(Collected data entries)
* * * * *
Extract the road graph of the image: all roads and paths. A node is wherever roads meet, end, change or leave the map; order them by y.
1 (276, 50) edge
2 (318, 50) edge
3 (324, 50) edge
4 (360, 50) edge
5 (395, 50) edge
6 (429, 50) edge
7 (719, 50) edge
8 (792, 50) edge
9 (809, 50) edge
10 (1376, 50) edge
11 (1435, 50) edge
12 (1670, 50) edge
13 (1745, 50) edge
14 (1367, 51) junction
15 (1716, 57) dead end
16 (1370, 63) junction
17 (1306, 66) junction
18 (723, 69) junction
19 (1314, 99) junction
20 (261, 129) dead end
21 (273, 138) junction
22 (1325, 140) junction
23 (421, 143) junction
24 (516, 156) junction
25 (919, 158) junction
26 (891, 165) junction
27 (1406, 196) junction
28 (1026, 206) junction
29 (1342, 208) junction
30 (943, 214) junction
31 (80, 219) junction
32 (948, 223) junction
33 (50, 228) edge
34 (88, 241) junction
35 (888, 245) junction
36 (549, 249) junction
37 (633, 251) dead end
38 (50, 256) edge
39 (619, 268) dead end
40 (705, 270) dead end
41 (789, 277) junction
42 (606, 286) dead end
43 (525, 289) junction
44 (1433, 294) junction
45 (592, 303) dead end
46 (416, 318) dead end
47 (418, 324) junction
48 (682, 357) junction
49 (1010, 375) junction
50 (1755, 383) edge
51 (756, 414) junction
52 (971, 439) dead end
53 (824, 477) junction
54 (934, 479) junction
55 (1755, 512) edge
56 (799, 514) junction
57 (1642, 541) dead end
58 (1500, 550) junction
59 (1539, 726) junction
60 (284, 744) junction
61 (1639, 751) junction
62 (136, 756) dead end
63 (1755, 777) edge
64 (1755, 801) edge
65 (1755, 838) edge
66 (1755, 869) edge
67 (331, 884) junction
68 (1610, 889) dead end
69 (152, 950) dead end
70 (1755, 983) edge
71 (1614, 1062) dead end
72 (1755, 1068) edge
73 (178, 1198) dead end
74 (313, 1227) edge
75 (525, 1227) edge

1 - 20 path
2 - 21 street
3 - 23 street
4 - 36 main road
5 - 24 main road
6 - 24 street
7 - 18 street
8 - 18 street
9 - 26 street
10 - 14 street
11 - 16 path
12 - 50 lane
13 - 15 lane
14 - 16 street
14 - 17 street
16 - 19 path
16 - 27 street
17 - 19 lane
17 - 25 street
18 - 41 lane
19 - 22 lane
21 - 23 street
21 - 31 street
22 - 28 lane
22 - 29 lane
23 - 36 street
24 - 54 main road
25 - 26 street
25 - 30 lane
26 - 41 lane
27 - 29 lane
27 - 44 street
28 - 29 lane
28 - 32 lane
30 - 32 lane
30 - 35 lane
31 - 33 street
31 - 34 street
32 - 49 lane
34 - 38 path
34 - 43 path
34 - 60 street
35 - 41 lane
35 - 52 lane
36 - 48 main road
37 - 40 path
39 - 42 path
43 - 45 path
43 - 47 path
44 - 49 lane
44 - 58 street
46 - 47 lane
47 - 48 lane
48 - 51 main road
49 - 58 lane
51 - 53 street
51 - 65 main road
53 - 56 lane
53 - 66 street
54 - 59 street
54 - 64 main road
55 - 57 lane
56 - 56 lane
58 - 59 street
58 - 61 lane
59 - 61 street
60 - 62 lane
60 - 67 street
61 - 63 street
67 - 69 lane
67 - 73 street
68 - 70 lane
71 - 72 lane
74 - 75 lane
* * * * *
> **Exercise goal**: Set the records above down again, exactly as they read.

> **Result**:
Extract the road graph of the image: all roads and paths. A node is wherever roads meet, end, change or leave the map; order them by y.
1 (276, 50) edge
2 (318, 50) edge
3 (324, 50) edge
4 (360, 50) edge
5 (395, 50) edge
6 (429, 50) edge
7 (719, 50) edge
8 (792, 50) edge
9 (809, 50) edge
10 (1376, 50) edge
11 (1435, 50) edge
12 (1670, 50) edge
13 (1745, 50) edge
14 (1367, 51) junction
15 (1716, 57) dead end
16 (1370, 63) junction
17 (1306, 66) junction
18 (723, 69) junction
19 (1314, 99) junction
20 (261, 129) dead end
21 (273, 138) junction
22 (1325, 140) junction
23 (421, 143) junction
24 (516, 156) junction
25 (919, 158) junction
26 (891, 165) junction
27 (1406, 196) junction
28 (1026, 206) junction
29 (1342, 208) junction
30 (943, 214) junction
31 (80, 219) junction
32 (948, 223) junction
33 (50, 228) edge
34 (88, 241) junction
35 (888, 245) junction
36 (549, 249) junction
37 (633, 251) dead end
38 (50, 256) edge
39 (619, 268) dead end
40 (705, 270) dead end
41 (789, 277) junction
42 (606, 286) dead end
43 (525, 289) junction
44 (1433, 294) junction
45 (592, 303) dead end
46 (416, 318) dead end
47 (418, 324) junction
48 (682, 357) junction
49 (1010, 375) junction
50 (1755, 383) edge
51 (756, 414) junction
52 (971, 439) dead end
53 (824, 477) junction
54 (934, 479) junction
55 (1755, 512) edge
56 (799, 514) junction
57 (1642, 541) dead end
58 (1500, 550) junction
59 (1539, 726) junction
60 (284, 744) junction
61 (1639, 751) junction
62 (136, 756) dead end
63 (1755, 777) edge
64 (1755, 801) edge
65 (1755, 838) edge
66 (1755, 869) edge
67 (331, 884) junction
68 (1610, 889) dead end
69 (152, 950) dead end
70 (1755, 983) edge
71 (1614, 1062) dead end
72 (1755, 1068) edge
73 (178, 1198) dead end
74 (313, 1227) edge
75 (525, 1227) edge

1 - 20 path
2 - 21 street
3 - 23 street
4 - 36 main road
5 - 24 main road
6 - 24 street
7 - 18 street
8 - 18 street
9 - 26 street
10 - 14 street
11 - 16 path
12 - 50 lane
13 - 15 lane
14 - 16 street
14 - 17 street
16 - 19 path
16 - 27 street
17 - 19 lane
17 - 25 street
18 - 41 lane
19 - 22 lane
21 - 23 street
21 - 31 street
22 - 28 lane
22 - 29 lane
23 - 36 street
24 - 54 main road
25 - 26 street
25 - 30 lane
26 - 41 lane
27 - 29 lane
27 - 44 street
28 - 29 lane
28 - 32 lane
30 - 32 lane
30 - 35 lane
31 - 33 street
31 - 34 street
32 - 49 lane
34 - 38 path
34 - 43 path
34 - 60 street
35 - 41 lane
35 - 52 lane
36 - 48 main road
37 - 40 path
39 - 42 path
43 - 45 path
43 - 47 path
44 - 49 lane
44 - 58 street
46 - 47 lane
47 - 48 lane
48 - 51 main road
49 - 58 lane
51 - 53 street
51 - 65 main road
53 - 56 lane
53 - 66 street
54 - 59 street
54 - 64 main road
55 - 57 lane
56 - 56 lane
58 - 59 street
58 - 61 lane
59 - 61 street
60 - 62 lane
60 - 67 street
61 - 63 street
67 - 69 lane
67 - 73 street
68 - 70 lane
71 - 72 lane
74 - 75 lane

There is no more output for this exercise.